Task - Leaving the images behind, copy every line of the records exactly.

Extracted data entries
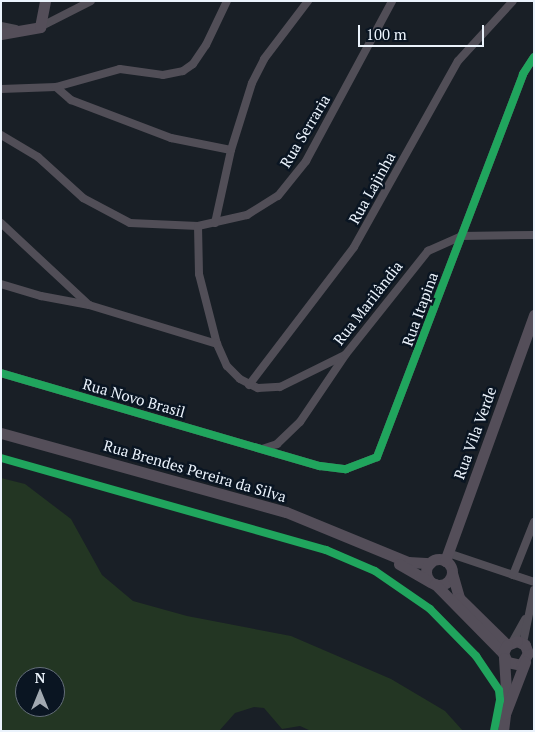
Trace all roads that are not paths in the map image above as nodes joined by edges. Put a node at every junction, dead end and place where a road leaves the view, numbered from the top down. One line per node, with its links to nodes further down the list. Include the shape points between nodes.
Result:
1 (45, 1): 8 (main road)
2 (91, 1): 8 (street)
3 (227, 1): 12 (street, via 206,45 193,64 183,71 163,75 120,69)
4 (308, 1): 15 (street, via 264,59 252,83)
5 (392, 1): 17 (street, Rua Serraria, via 317,144 291,181 264,206 247,215)
6 (513, 1): 27 (street, Rua Lajinha, via 458,61 354,247)
7 (1, 26): 9 (street)
8 (40, 27): 9 (main road)
9 (24, 31): 10 (main road)
10 (1, 34)
11 (534, 57): 20 (street, Rua Itapina, via 523,74)
12 (56, 86): 13 (street); 15 (street, via 71,100 171,138)
13 (1, 89)
14 (1, 135): 18 (street, Rua Serraria, via 38,156 83,198 118,218 144,225)
15 (232, 150): 17 (street)
16 (1, 223): 22 (street)
17 (216, 223): 18 (street, Rua Serraria)
18 (198, 226): 24 (street, via 199,274)
19 (534, 235): 20 (street, Rua Marilândia)
20 (461, 236): 25 (street, Rua Marilândia, via 437,246 420,258); 29 (street, Rua Itapina, via 377,457 356,467 333,468)
21 (1, 284): 22 (street)
22 (89, 305): 24 (street)
23 (534, 315): 32 (main road, Rua Vila Verde)
24 (217, 344): 27 (street, via 232,373)
25 (346, 354): 27 (street, via 280,387 264,389); 29 (street, Rua Marilândia, via 300,422 277,444)
26 (1, 373): 29 (street, Rua Novo Brasil)
27 (249, 385)
28 (1, 433): 31 (main road, Rua Brendes Pereira da Silva, via 286,512)
29 (260, 449)
30 (534, 522): 35 (street)
31 (376, 549): 33 (main road, Rua Brendes Pereira da Silva, via 412,563); 37 (main road, Rua Brendes Pereira da Silva)
32 (447, 557): 33 (main road); 34 (main road); 35 (street)
33 (430, 562): 37 (main road, via 426,572)
34 (452, 574): 37 (main road, via 446,583); 39 (main road, via 459,598)
35 (513, 575): 36 (street)
36 (534, 582)
37 (432, 583): 39 (main road, Rua Brendes Pereira da Silva)
38 (534, 590): 39 (street)
39 (518, 646): 40 (main road); 40 (main road, via 516,666); 41 (main road)
40 (529, 658): 41 (main road)
41 (508, 708): 42 (main road)
42 (503, 731)

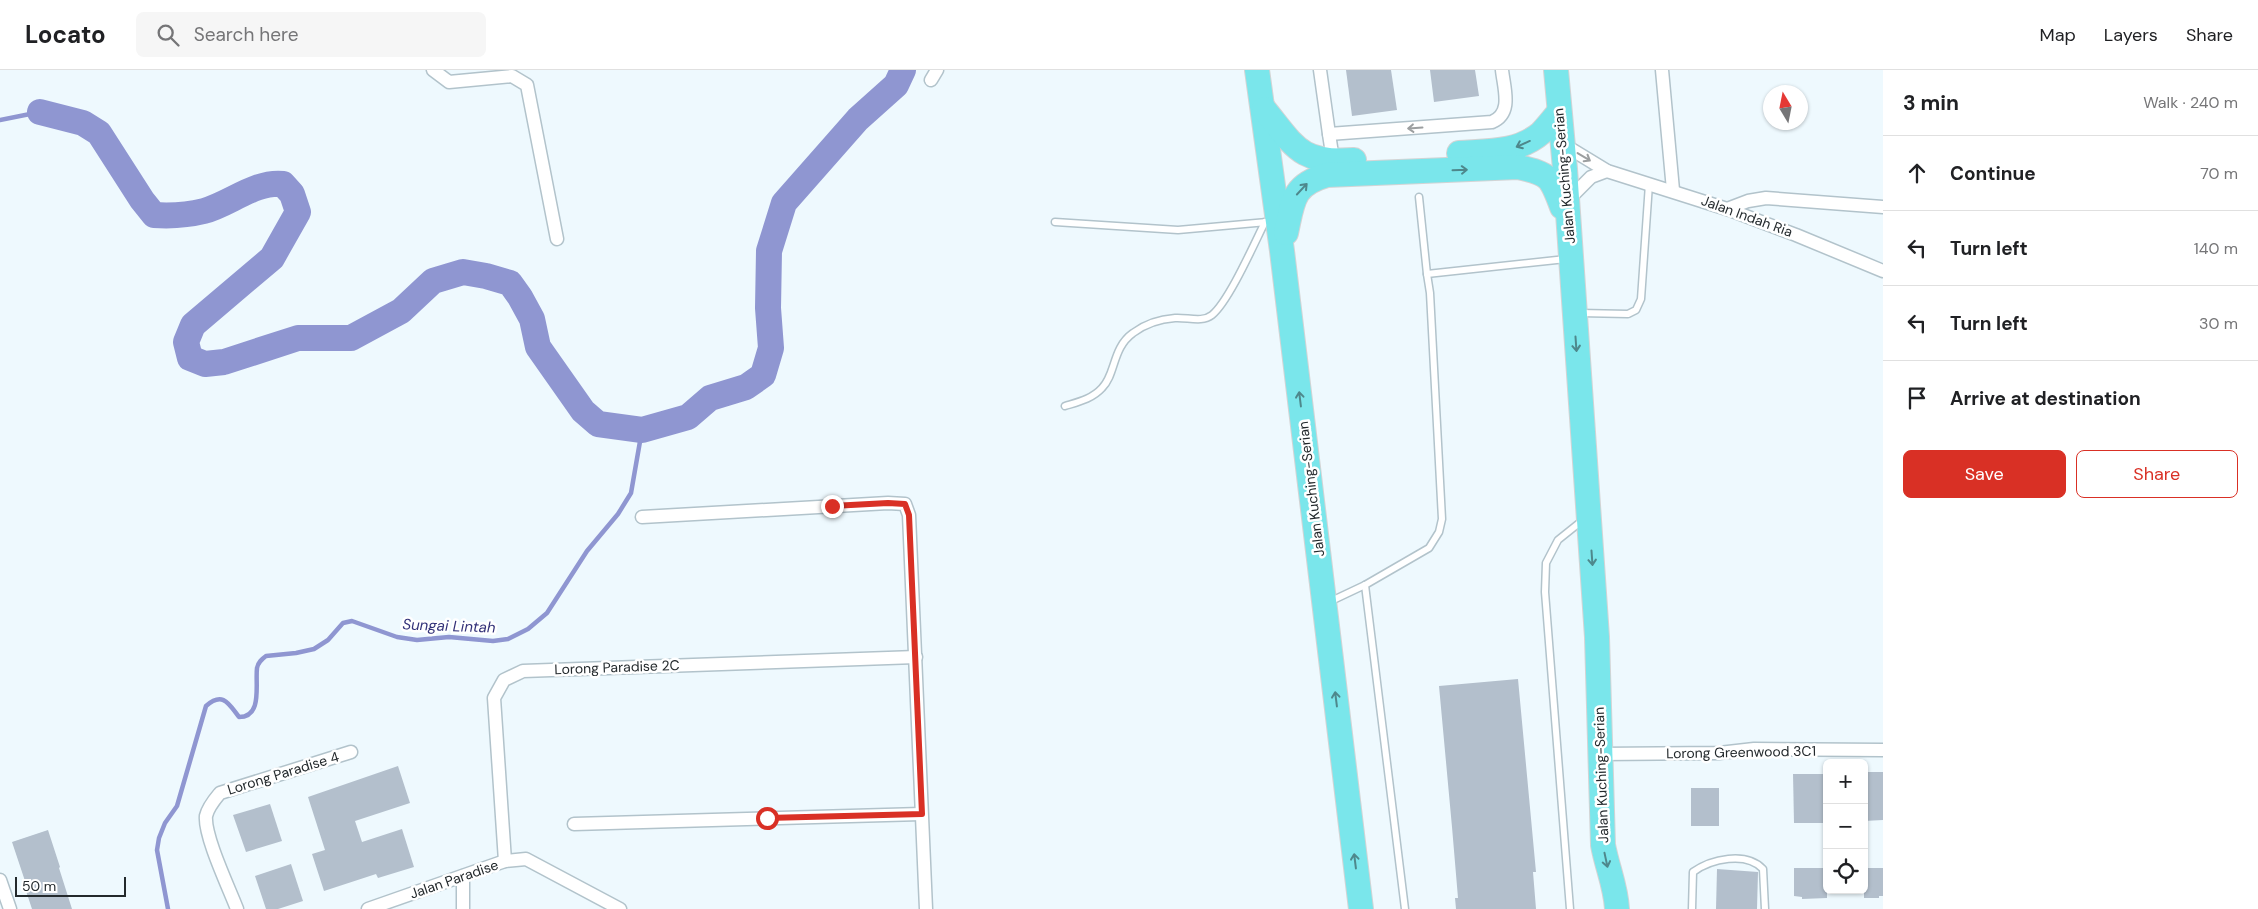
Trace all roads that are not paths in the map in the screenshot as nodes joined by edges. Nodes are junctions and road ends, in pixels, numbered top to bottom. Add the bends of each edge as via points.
1 (433, 70) edge
2 (1257, 70) edge
3 (1320, 70) edge
4 (1502, 70) edge
5 (1556, 70) edge
6 (1662, 70) edge
7 (1263, 109) junction
8 (1558, 112) junction
9 (1329, 134) junction
10 (1562, 143) junction
11 (1333, 160) junction
12 (1607, 171) junction
13 (1649, 184) junction
14 (1673, 190) junction
15 (1419, 197) dead end
16 (1883, 207) edge
17 (1727, 209) junction
18 (1568, 214) junction
19 (1055, 222) dead end
20 (1272, 222) junction
21 (557, 239) dead end
22 (1282, 251) junction
23 (1570, 258) junction
24 (1883, 271) edge
25 (1427, 274) junction
26 (1574, 313) junction
27 (1065, 406) dead end
28 (642, 516) dead end
29 (1588, 516) junction
30 (1365, 585) junction
31 (1324, 605) junction
32 (916, 657) junction
33 (1883, 750) edge
34 (351, 752) dead end
35 (1599, 754) junction
36 (922, 814) junction
37 (574, 824) dead end
38 (505, 861) junction
39 (463, 876) junction
40 (0, 880) edge
41 (10, 909) edge
42 (237, 909) edge
43 (368, 909) edge
44 (463, 909) edge
45 (620, 909) edge
46 (926, 909) edge
47 (1361, 909) edge
48 (1405, 909) edge
49 (1570, 909) edge
50 (1617, 909) edge
51 (1692, 909) edge
52 (1765, 909) edge

1 - 21 street via 448,82 512,76 527,85
2 - 7 highway, Jalan Kuching-Serian
3 - 9 street
4 -> 9 street via 1506,101 1504,114 1492,122
5 - 8 highway, Jalan Kuching-Serian
6 - 14 street
7 - 11 highway via 1305,156
7 - 20 highway, Jalan Kuching-Serian
8 - 10 highway, Jalan Kuching-Serian
8 -> 11 highway via 1541,133 1522,146 1492,152
9 - 11 street
10 -> 12 street, Jalan Indah Ria
10 - 18 highway, Jalan Kuching-Serian
12 - 13 street, Jalan Indah Ria
12 - 18 street via 1591,177
13 - 14 street, Jalan Indah Ria
13 - 26 lane via 1641,299 1636,310 1628,314
14 - 17 street, Jalan Indah Ria
15 - 25 lane
16 - 17 street via 1766,198
17 - 24 street, Jalan Indah Ria
22 -> 18 highway via 1293,201 1301,187 1327,175 1518,167 1541,172 1553,183
18 - 23 highway, Jalan Kuching-Serian
19 - 20 lane via 1178,230
20 - 22 highway, Jalan Kuching-Serian
20 - 27 lane via 1212,315 1204,319 1177,317 1160,320 1133,332 1123,341 1103,388 1087,400
31 -> 22 highway, Jalan Kuching-Serian
23 - 25 lane
23 - 26 highway, Jalan Kuching-Serian
25 - 30 lane via 1442,519 1439,532 1429,548
26 -> 29 highway, Jalan Kuching-Serian
28 - 32 street via 905,504 909,515
29 -> 35 highway, Jalan Kuching-Serian via 1597,637
29 - 49 lane via 1558,540 1546,563 1545,592
30 - 31 lane
30 - 48 lane
47 -> 31 highway, Jalan Kuching-Serian
32 - 36 street
32 - 38 street, Lorong Paradise 2C via 523,670 504,680 494,698
33 - 35 street, Lorong Greenwood 3C1 via 1754,749
34 - 42 street, Lorong Paradise 4 via 220,793 213,802 206,815 207,832
35 -> 50 highway, Jalan Kuching-Serian via 1603,846
36 - 37 street
36 - 46 street
38 - 39 street, Jalan Paradise
38 - 45 street, Jalan Paradise via 526,859
39 - 43 street, Jalan Paradise
39 - 44 street
40 - 41 street
51 - 52 lane via 1693,872 1705,864 1740,858 1756,861 1763,869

Reply -
Trace all roads that are not paths in the map image above as nodes joined by edges. Put a node at every junction, dead end and place where a road leaves the view, numbered from the top down. One line per node, with its links to nodes further down the list. Include the shape points between nodes.
Result:
1 (45, 1): 8 (main road)
2 (91, 1): 8 (street)
3 (227, 1): 12 (street, via 206,45 193,64 183,71 163,75 120,69)
4 (308, 1): 15 (street, via 264,59 252,83)
5 (392, 1): 17 (street, Rua Serraria, via 317,144 291,181 264,206 247,215)
6 (513, 1): 27 (street, Rua Lajinha, via 458,61 354,247)
7 (1, 26): 9 (street)
8 (40, 27): 9 (main road)
9 (24, 31): 10 (main road)
10 (1, 34)
11 (534, 57): 20 (street, Rua Itapina, via 523,74)
12 (56, 86): 13 (street); 15 (street, via 71,100 171,138)
13 (1, 89)
14 (1, 135): 18 (street, Rua Serraria, via 38,156 83,198 118,218 144,225)
15 (232, 150): 17 (street)
16 (1, 223): 22 (street)
17 (216, 223): 18 (street, Rua Serraria)
18 (198, 226): 24 (street, via 199,274)
19 (534, 235): 20 (street, Rua Marilândia)
20 (461, 236): 25 (street, Rua Marilândia, via 437,246 420,258); 29 (street, Rua Itapina, via 377,457 356,467 333,468)
21 (1, 284): 22 (street)
22 (89, 305): 24 (street)
23 (534, 315): 32 (main road, Rua Vila Verde)
24 (217, 344): 27 (street, via 232,373)
25 (346, 354): 27 (street, via 280,387 264,389); 29 (street, Rua Marilândia, via 300,422 277,444)
26 (1, 373): 29 (street, Rua Novo Brasil)
27 (249, 385)
28 (1, 433): 31 (main road, Rua Brendes Pereira da Silva, via 286,512)
29 (260, 449)
30 (534, 522): 35 (street)
31 (376, 549): 33 (main road, Rua Brendes Pereira da Silva, via 412,563); 37 (main road, Rua Brendes Pereira da Silva)
32 (447, 557): 33 (main road); 34 (main road); 35 (street)
33 (430, 562): 37 (main road, via 426,572)
34 (452, 574): 37 (main road, via 446,583); 39 (main road, via 459,598)
35 (513, 575): 36 (street)
36 (534, 582)
37 (432, 583): 39 (main road, Rua Brendes Pereira da Silva)
38 (534, 590): 39 (street)
39 (518, 646): 40 (main road); 40 (main road, via 516,666); 41 (main road)
40 (529, 658): 41 (main road)
41 (508, 708): 42 (main road)
42 (503, 731)

Trace all roads that are not paths in the map in the screenshot as nodes joined by edges. Nodes are junctions and road ends, in pixels, numbered top to bottom. Add the bends of each edge as via points.
1 (433, 70) edge
2 (1257, 70) edge
3 (1320, 70) edge
4 (1502, 70) edge
5 (1556, 70) edge
6 (1662, 70) edge
7 (1263, 109) junction
8 (1558, 112) junction
9 (1329, 134) junction
10 (1562, 143) junction
11 (1333, 160) junction
12 (1607, 171) junction
13 (1649, 184) junction
14 (1673, 190) junction
15 (1419, 197) dead end
16 (1883, 207) edge
17 (1727, 209) junction
18 (1568, 214) junction
19 (1055, 222) dead end
20 (1272, 222) junction
21 (557, 239) dead end
22 (1282, 251) junction
23 (1570, 258) junction
24 (1883, 271) edge
25 (1427, 274) junction
26 (1574, 313) junction
27 (1065, 406) dead end
28 (642, 516) dead end
29 (1588, 516) junction
30 (1365, 585) junction
31 (1324, 605) junction
32 (916, 657) junction
33 (1883, 750) edge
34 (351, 752) dead end
35 (1599, 754) junction
36 (922, 814) junction
37 (574, 824) dead end
38 (505, 861) junction
39 (463, 876) junction
40 (0, 880) edge
41 (10, 909) edge
42 (237, 909) edge
43 (368, 909) edge
44 (463, 909) edge
45 (620, 909) edge
46 (926, 909) edge
47 (1361, 909) edge
48 (1405, 909) edge
49 (1570, 909) edge
50 (1617, 909) edge
51 (1692, 909) edge
52 (1765, 909) edge

1 - 21 street via 448,82 512,76 527,85
2 - 7 highway, Jalan Kuching-Serian
3 - 9 street
4 -> 9 street via 1506,101 1504,114 1492,122
5 - 8 highway, Jalan Kuching-Serian
6 - 14 street
7 - 11 highway via 1305,156
7 - 20 highway, Jalan Kuching-Serian
8 - 10 highway, Jalan Kuching-Serian
8 -> 11 highway via 1541,133 1522,146 1492,152
9 - 11 street
10 -> 12 street, Jalan Indah Ria
10 - 18 highway, Jalan Kuching-Serian
12 - 13 street, Jalan Indah Ria
12 - 18 street via 1591,177
13 - 14 street, Jalan Indah Ria
13 - 26 lane via 1641,299 1636,310 1628,314
14 - 17 street, Jalan Indah Ria
15 - 25 lane
16 - 17 street via 1766,198
17 - 24 street, Jalan Indah Ria
22 -> 18 highway via 1293,201 1301,187 1327,175 1518,167 1541,172 1553,183
18 - 23 highway, Jalan Kuching-Serian
19 - 20 lane via 1178,230
20 - 22 highway, Jalan Kuching-Serian
20 - 27 lane via 1212,315 1204,319 1177,317 1160,320 1133,332 1123,341 1103,388 1087,400
31 -> 22 highway, Jalan Kuching-Serian
23 - 25 lane
23 - 26 highway, Jalan Kuching-Serian
25 - 30 lane via 1442,519 1439,532 1429,548
26 -> 29 highway, Jalan Kuching-Serian
28 - 32 street via 905,504 909,515
29 -> 35 highway, Jalan Kuching-Serian via 1597,637
29 - 49 lane via 1558,540 1546,563 1545,592
30 - 31 lane
30 - 48 lane
47 -> 31 highway, Jalan Kuching-Serian
32 - 36 street
32 - 38 street, Lorong Paradise 2C via 523,670 504,680 494,698
33 - 35 street, Lorong Greenwood 3C1 via 1754,749
34 - 42 street, Lorong Paradise 4 via 220,793 213,802 206,815 207,832
35 -> 50 highway, Jalan Kuching-Serian via 1603,846
36 - 37 street
36 - 46 street
38 - 39 street, Jalan Paradise
38 - 45 street, Jalan Paradise via 526,859
39 - 43 street, Jalan Paradise
39 - 44 street
40 - 41 street
51 - 52 lane via 1693,872 1705,864 1740,858 1756,861 1763,869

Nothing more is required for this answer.